Hervorzuheben ist der Einfluss von Licht, Luft, Hitze und Säure. Diese reduzieren die Wirkung der Vitamine, die in fast allen Lebensmitteln schlummern. Sie verhindern, bei reichlicher Zufuhr, deren Entfaltung und zerstören sie nachhaltig.

Was man nicht tun sollte:

Zu langes Kochen mit zu hoher Temperatur zerstört mit Sicherheit sämtliche Vitamine in den Lebensmitteln. Gerade beim Kochen mit Flüssigkeit sollte diese nicht weggeschüttet werden, denn hierin schwimmen sämtliche Vitalstoffe, die dann im Ausguss landen und nicht im aufnahmefähigen Organismus, wofür sie eigentlich gedacht waren. Weite Transportwege bzw. lange Lagerdauer zersetzt mit der Zeit die beinhalteten Vitamine.

Auch sehr reichliches Wässern vor der Zubereitung ist schädlich für sämtliche Vitalstoffe, die besonders im wasserlöslichen Zustand eine beträchtliche Einbuße erleiden müssen. Dauerhafte, das heißt, stundenlange Warmhaltevorgänge sind für alle Speisen eine schlechte Ausgangsbasis für vitaminreiche Ernährung bzw. Zuführung reichhaltiger Nährstoffe.

Was gut ist für die Vitaminerhaltung:

  1. Das Einfrieren sofort nach der Ernte stockt den natürlichen Zersetzungsprozess, welcher durch die Einwirkung von Sauerstoff unaufhörlich und stetig in schleichendem Vorgang eintreten wird.
  2. Sehr kurzes Dämpfen und Garen bei luftdicht verschlossenem Topf, schont die in den Speisen enthaltenen Vitamine und zerstört nur wenige davon. Denn Hitze ist allgemein ein Umwandlungsfaktor, der den Vitaminen negativ entgegenkommt.

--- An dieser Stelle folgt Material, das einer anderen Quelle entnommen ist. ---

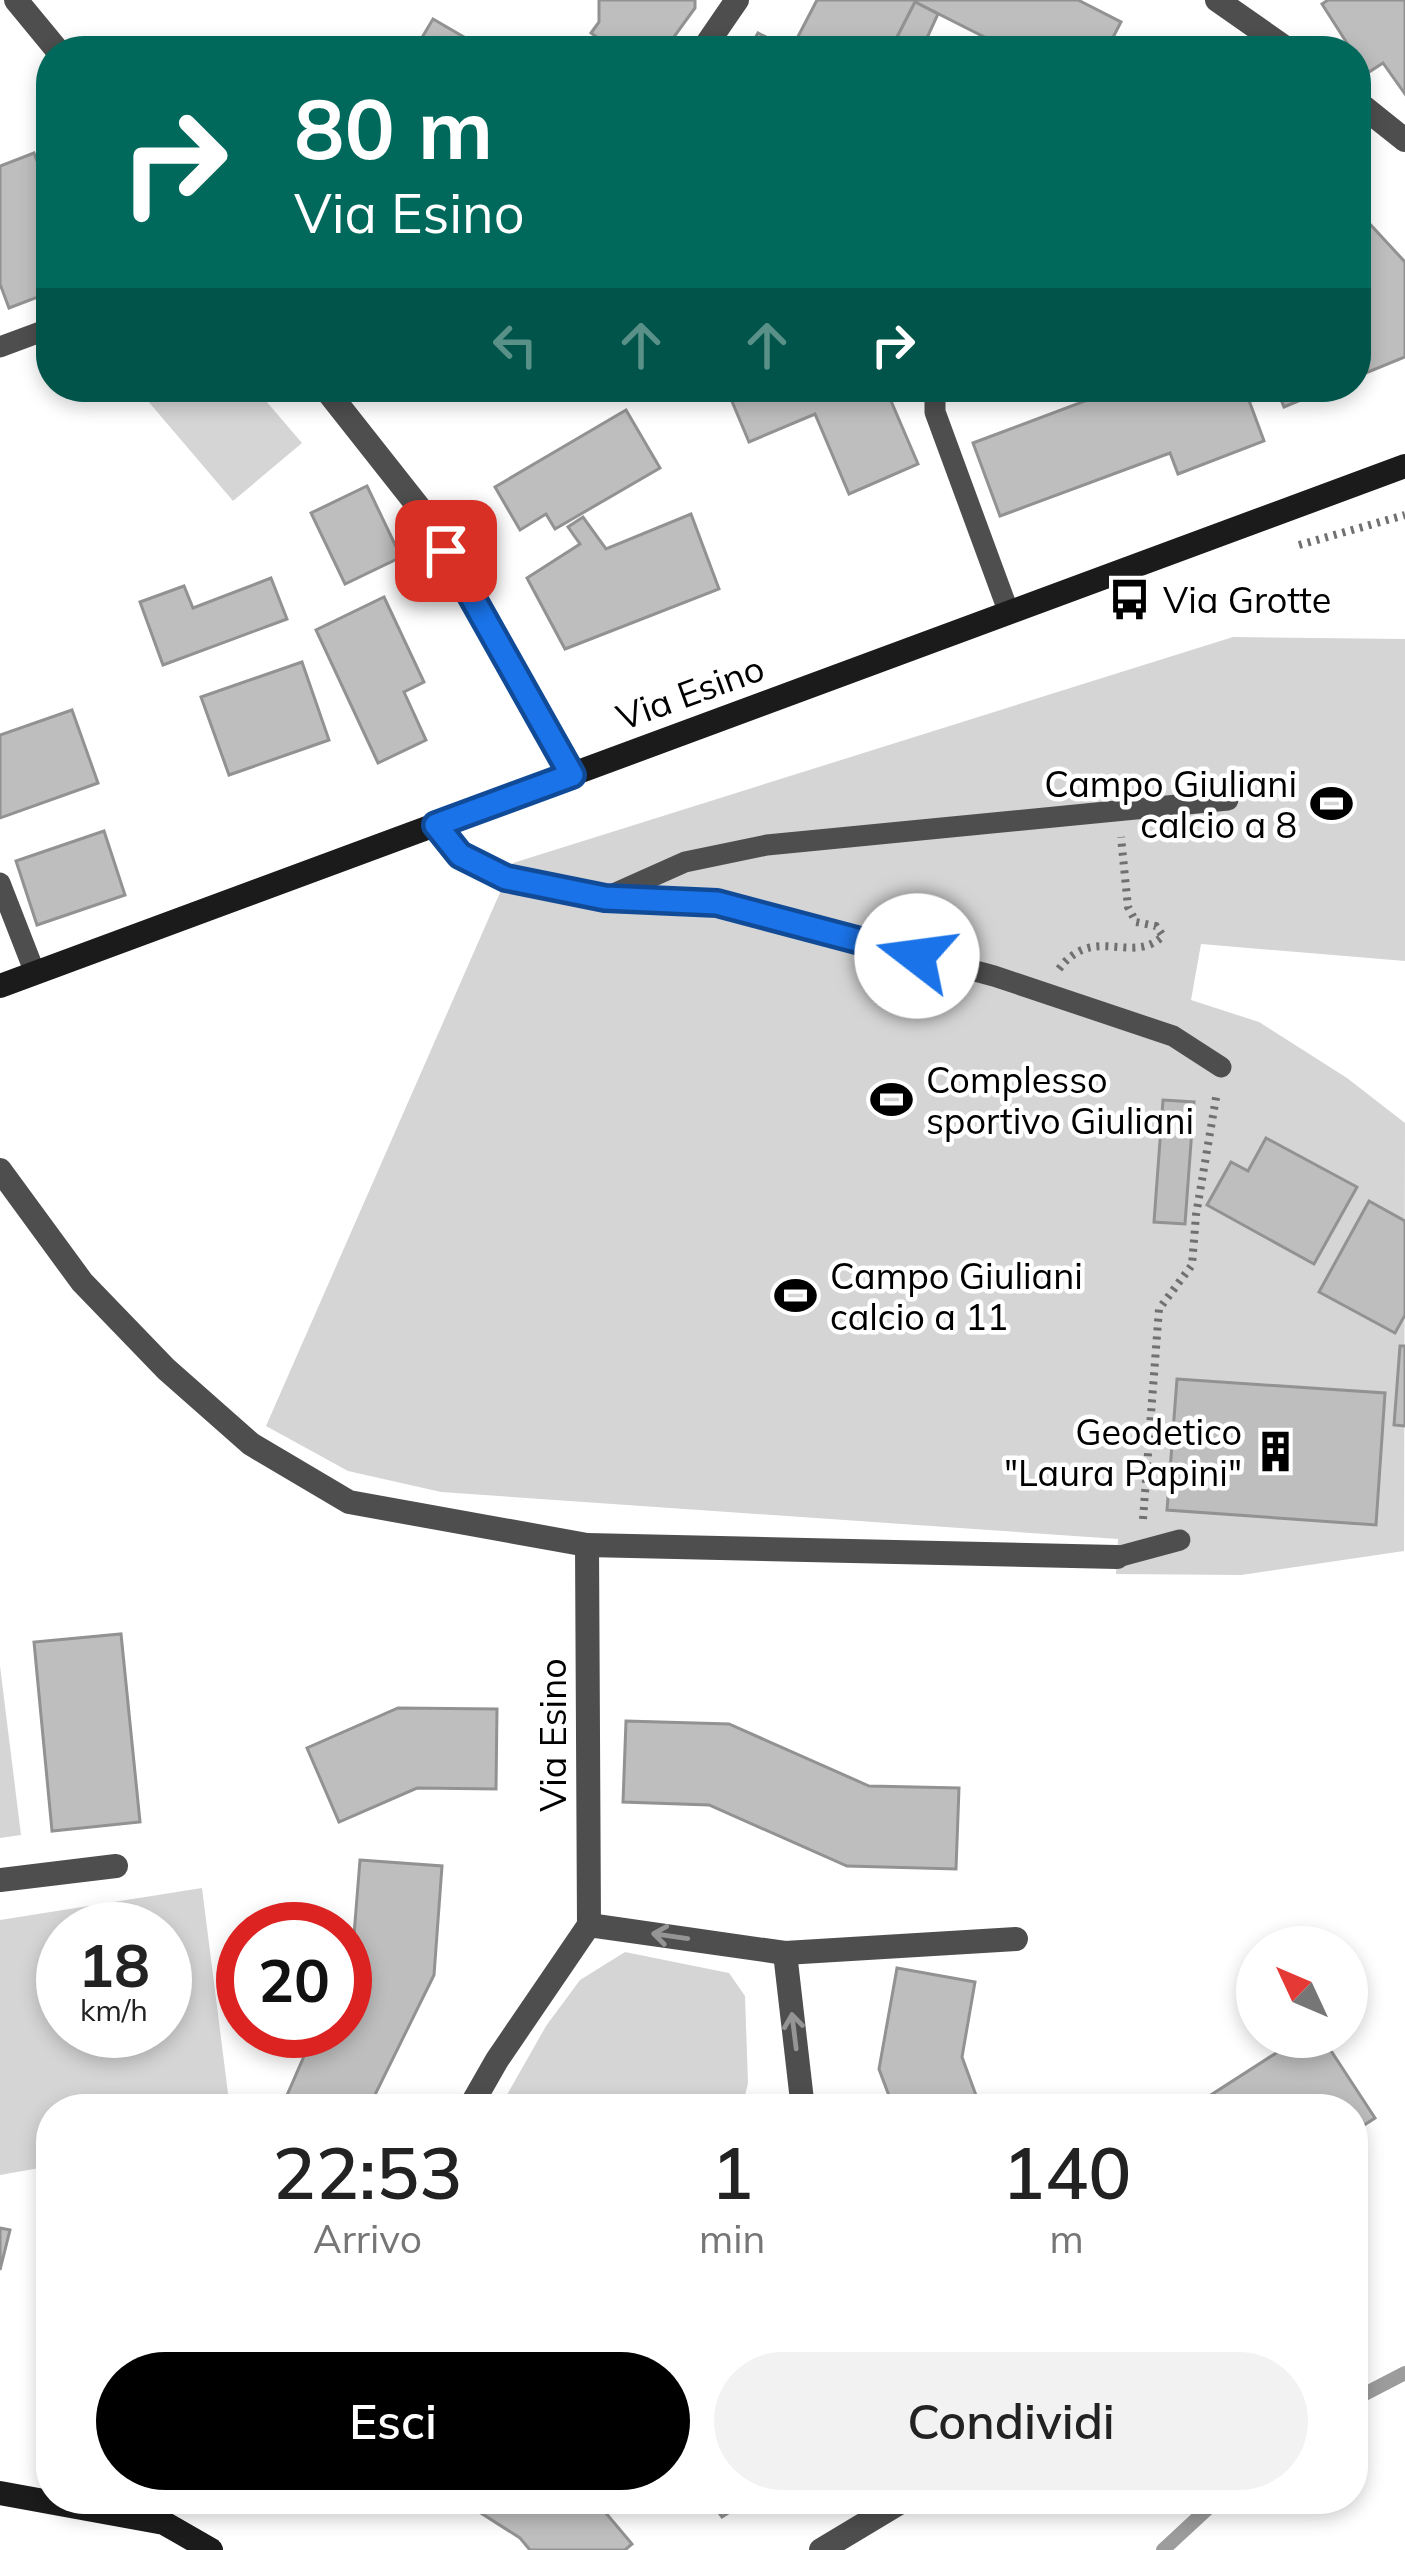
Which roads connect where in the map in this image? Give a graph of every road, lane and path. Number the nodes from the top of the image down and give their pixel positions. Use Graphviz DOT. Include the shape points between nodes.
graph roads {
  1 [pos="16,0"];
  2 [pos="737,0"];
  3 [pos="1217,0"];
  4 [pos="46,36"];
  5 [pos="712,36"];
  6 [pos="1269,36"];
  7 [pos="1371,113"];
  8 [pos="1405,140"];
  9 [pos="36,334"];
  10 [pos="0,347"];
  11 [pos="336,402"];
  12 [pos="935,402"];
  13 [pos="1405,466"];
  14 [pos="1377,476"];
  15 [pos="1405,476"];
  16 [pos="1009,613"];
  17 [pos="572,775"];
  18 [pos="1228,800"];
  19 [pos="1118,812"];
  20 [pos="436,825"];
  21 [pos="0,883"];
  22 [pos="605,898"];
  23 [pos="1060,968"];
  24 [pos="35,974"];
  25 [pos="0,986"];
  26 [pos="1221,1067"];
  27 [pos="0,1170"];
  28 [pos="1180,1540"];
  29 [pos="587,1545"];
  30 [pos="1129,1554"];
  31 [pos="116,1866"];
  32 [pos="0,1880"];
  33 [pos="589,1925"];
  34 [pos="1016,1939"];
  35 [pos="785,1953"];
  36 [pos="478,2094"];
  37 [pos="801,2094"];
  38 [pos="0,2493"];
  39 [pos="36,2499"];
  40 [pos="119,2514"];
  41 [pos="881,2514"];
  42 [pos="211,2550"];
  43 [pos="821,2550"];
  1 -- 4 [label="street"];
  2 -- 5 [label="street"];
  3 -- 6 [label="street"];
  7 -- 8 [label="street"];
  9 -- 10 [label="lane"];
  11 -- 17 [label="street" via="424,515"];
  12 -- 16 [label="lane"];
  13 -- 14 [label="street, Via Esino"];
  14 -- 15 [label="street"];
  14 -- 16 [label="street, Via Esino"];
  16 -- 17 [label="street, Via Esino"];
  17 -- 20 [label="street, Via Esino"];
  18 -- 19 [label="lane"];
  19 -- 22 [label="lane" via="767,845 685,862"];
  19 -- 23 [label="path" via="1128,907 1136,922 1163,936 1140,946 1088,945"];
  20 -- 22 [label="lane" via="460,855 506,878"];
  20 -- 24 [label="street, Via Esino"];
  21 -- 24 [label="lane"];
  22 -- 26 [label="lane" via="717,903 994,976 1173,1036"];
  24 -- 25 [label="street, Via Esino"];
  26 -- 30 [label="path" via="1192,1265 1159,1309"];
  27 -- 29 [label="street" via="82,1282 251,1444 349,1502"];
  28 -- 30 [label="lane"];
  29 -- 30 [label="street"];
  29 -- 33 [label="street, Via Esino"];
  31 -- 32 [label="street"];
  35 -- 33 [label="street, one-way"];
  33 -- 36 [label="street"];
  34 -- 35 [label="street"];
  37 -- 35 [label="street, one-way"];
  38 -- 39 [label="street"];
  40 -- 42 [label="street" via="164,2522"];
  41 -- 43 [label="street"];
}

Dabei das Kochwasser, beispielsweise vom Kartoffelkochen, stets mit- oder weiterverwenden. Die verflüssigten Stoffe bleiben verfügbar.
  3. Zudem ist die Garmethode mittels Schnellkochtopf oder eines Dampfgarers die beste Vitaminschonung, wenn überhaupt gekocht werden soll.
  4. Lange Einkaufs- und Transportwege sind stets negativ zu bewerten. Daher eingekauftes Gemüse möglichst frisch verzehren oder sofort zubereiten, das schont die Vitaminquellen beträchtlich und stellt seine gesundheitlichen Vorteile in den Vordergrund.
  5. Hitzspeichernde Kochtöpfe bieten einen zusätlichen Nutzen für die vitaminschonende Zubereitung der Speisen. Denn durch die hohe Aufnahmekapazität der Böden, wie sie in doppelschichtigen Edelstahltöpfen vertreten sind, ist eine gravierende Hitzereduzierung und damit Vitaminerhaltung gegeben. Auch die Verwendung der richtigen Topfgröße zeigt in dieser Beziehung beträchtliche Vorteile, der bei einer Übergröße zu viel Raum einnimmt.

Tagesdosis Vitamine

Gruvitamin vitaminendsätzlich ist zu unterscheiden, welche Personen die Vitamine zu sich nehmen. Allein bei Frauen, Männern und Kindern zeigen sich deutliche Unterschiede. Wobei auch die Risikogruppen angesprochen werden sollen, die eine höhere Zufuhr benötigen.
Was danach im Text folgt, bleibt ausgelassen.